Fists of Forty (Round 3): Let the Beatdowns Begin

First off, let me just say that Patrick Miller’s fighting game primer is fantastic. I have already gained a deeper appreciation for fighting games, whether I end up getting decent at them or not. One of the first things he talks about in the book is that this eight second video of Ryu vs. Ryu pretty much contains everything you need to know about fighting games–and it actually does.

After watching that video quite a few times and reading through the first section of the book, I decided to fire up Super Street Fighter II Turbo HD Remix and get a baseline. As the book suggested, I went into training mode as Ryu against Ryu, to practice doing his basic moves before I moved on.

And when the other Ryu was just a training dummy offering no resistance whatsoever, I felt pretty good about executing moves. I was hitting my fireballs (Hadokens) 70% of the time, and my Dragon Punches (Shoryukens) about half the time. I was mixing up strikes and throws, and after a little while felt pretty comfortable with Ryu’s basic moves.

And then I let the training dummy fight back.

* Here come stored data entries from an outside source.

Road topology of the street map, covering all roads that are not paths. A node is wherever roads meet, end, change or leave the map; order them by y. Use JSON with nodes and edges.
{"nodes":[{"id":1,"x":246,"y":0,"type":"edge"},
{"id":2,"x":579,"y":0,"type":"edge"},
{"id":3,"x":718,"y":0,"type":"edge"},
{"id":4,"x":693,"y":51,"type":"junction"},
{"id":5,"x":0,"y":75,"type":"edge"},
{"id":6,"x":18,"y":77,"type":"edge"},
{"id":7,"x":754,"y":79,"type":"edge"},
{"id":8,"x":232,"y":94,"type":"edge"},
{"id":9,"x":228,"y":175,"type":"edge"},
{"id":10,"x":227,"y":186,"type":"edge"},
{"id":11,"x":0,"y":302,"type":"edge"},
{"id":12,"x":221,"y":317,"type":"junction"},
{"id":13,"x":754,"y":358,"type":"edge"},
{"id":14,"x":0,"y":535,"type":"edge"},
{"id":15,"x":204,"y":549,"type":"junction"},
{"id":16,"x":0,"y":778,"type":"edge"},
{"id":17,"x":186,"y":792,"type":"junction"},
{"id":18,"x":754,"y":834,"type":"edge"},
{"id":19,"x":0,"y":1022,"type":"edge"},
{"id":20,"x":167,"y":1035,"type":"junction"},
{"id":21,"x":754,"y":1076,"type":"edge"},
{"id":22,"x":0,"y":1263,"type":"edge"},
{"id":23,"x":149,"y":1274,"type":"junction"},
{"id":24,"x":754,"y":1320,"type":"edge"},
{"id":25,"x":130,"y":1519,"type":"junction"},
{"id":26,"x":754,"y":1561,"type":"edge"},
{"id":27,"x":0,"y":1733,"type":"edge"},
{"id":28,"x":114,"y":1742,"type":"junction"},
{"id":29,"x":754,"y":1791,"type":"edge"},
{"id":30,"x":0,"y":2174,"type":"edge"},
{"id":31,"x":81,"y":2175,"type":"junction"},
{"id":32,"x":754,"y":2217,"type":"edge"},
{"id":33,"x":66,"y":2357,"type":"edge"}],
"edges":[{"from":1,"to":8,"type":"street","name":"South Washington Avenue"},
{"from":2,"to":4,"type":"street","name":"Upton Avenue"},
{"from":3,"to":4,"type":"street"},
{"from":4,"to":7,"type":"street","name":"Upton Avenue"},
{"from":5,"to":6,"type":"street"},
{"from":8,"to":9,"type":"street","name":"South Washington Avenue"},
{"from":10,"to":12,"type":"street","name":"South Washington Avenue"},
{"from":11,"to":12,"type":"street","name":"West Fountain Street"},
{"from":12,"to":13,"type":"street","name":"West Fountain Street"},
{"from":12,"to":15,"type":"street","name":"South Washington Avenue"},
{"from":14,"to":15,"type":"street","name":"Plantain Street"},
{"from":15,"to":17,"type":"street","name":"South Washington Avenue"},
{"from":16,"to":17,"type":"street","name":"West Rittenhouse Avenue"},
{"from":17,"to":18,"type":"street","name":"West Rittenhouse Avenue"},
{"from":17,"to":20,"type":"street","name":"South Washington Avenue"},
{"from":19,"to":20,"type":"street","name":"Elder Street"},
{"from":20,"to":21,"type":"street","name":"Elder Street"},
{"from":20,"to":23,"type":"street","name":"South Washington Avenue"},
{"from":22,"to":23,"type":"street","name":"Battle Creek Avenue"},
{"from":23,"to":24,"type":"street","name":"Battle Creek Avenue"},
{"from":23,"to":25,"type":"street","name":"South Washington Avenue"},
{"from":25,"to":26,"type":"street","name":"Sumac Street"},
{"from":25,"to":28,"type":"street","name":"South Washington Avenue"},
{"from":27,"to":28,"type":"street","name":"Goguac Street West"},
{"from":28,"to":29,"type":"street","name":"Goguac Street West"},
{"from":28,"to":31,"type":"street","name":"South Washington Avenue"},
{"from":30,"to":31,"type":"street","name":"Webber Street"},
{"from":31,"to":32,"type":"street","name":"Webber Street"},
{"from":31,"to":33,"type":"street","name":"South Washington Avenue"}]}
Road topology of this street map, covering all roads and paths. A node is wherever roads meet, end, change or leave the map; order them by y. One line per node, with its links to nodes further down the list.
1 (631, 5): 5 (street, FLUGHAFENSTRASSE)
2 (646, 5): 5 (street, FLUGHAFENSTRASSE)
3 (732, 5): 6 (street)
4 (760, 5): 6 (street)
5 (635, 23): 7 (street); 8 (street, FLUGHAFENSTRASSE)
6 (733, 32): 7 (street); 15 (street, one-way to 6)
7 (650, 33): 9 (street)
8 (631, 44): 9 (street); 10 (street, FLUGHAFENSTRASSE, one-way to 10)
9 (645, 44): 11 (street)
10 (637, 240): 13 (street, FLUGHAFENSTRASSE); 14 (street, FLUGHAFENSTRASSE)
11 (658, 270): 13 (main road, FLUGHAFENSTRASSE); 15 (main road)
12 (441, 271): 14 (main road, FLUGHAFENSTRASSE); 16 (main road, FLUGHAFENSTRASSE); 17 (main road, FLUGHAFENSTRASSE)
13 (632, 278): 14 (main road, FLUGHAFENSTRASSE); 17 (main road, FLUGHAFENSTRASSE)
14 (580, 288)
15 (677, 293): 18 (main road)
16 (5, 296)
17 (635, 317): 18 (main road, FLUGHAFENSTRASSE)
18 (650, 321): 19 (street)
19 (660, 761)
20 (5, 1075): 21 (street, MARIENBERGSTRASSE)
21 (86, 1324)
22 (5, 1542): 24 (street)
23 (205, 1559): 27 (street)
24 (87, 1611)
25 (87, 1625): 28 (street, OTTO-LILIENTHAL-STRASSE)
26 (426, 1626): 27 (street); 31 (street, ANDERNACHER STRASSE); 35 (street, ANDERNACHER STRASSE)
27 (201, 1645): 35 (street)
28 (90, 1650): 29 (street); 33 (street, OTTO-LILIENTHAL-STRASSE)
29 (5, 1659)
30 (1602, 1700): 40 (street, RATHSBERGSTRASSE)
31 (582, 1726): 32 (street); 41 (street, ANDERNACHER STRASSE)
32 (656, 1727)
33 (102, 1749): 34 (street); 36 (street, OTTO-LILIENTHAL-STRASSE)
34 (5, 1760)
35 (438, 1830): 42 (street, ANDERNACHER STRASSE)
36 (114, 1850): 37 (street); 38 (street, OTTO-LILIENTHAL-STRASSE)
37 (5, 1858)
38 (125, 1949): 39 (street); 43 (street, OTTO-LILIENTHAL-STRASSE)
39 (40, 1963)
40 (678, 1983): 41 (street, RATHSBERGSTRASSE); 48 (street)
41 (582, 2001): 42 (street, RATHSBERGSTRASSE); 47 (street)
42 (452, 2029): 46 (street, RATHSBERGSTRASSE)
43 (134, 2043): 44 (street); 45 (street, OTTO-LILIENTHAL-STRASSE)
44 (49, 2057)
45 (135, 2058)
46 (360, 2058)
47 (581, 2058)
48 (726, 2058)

As soon as I let the other Ryu loose, I was on my heels. From the start, he kept me on the defensive by peppering me with fireballs. Whenever I tried to come out of the corner by jumping a fireball, he’d kick me in mid-air or Dragon Punch me, and if I managed to get close enough, he’d throw me. But the most disorienting aspect of the beatdowns was how fast the moves were coming. Eventually, I’d start getting a few moves in here or there, but I was not executing well due to the constant barrage, so I would constantly leave myself open to getting punished.

Tired of getting destroyed by my mirror image, I decided to hop into Arcade Mode to finish out my training session. I put it on medium difficulty and was pitted against Guile, who promptly showed my why I was not ready for medium difficulty yet.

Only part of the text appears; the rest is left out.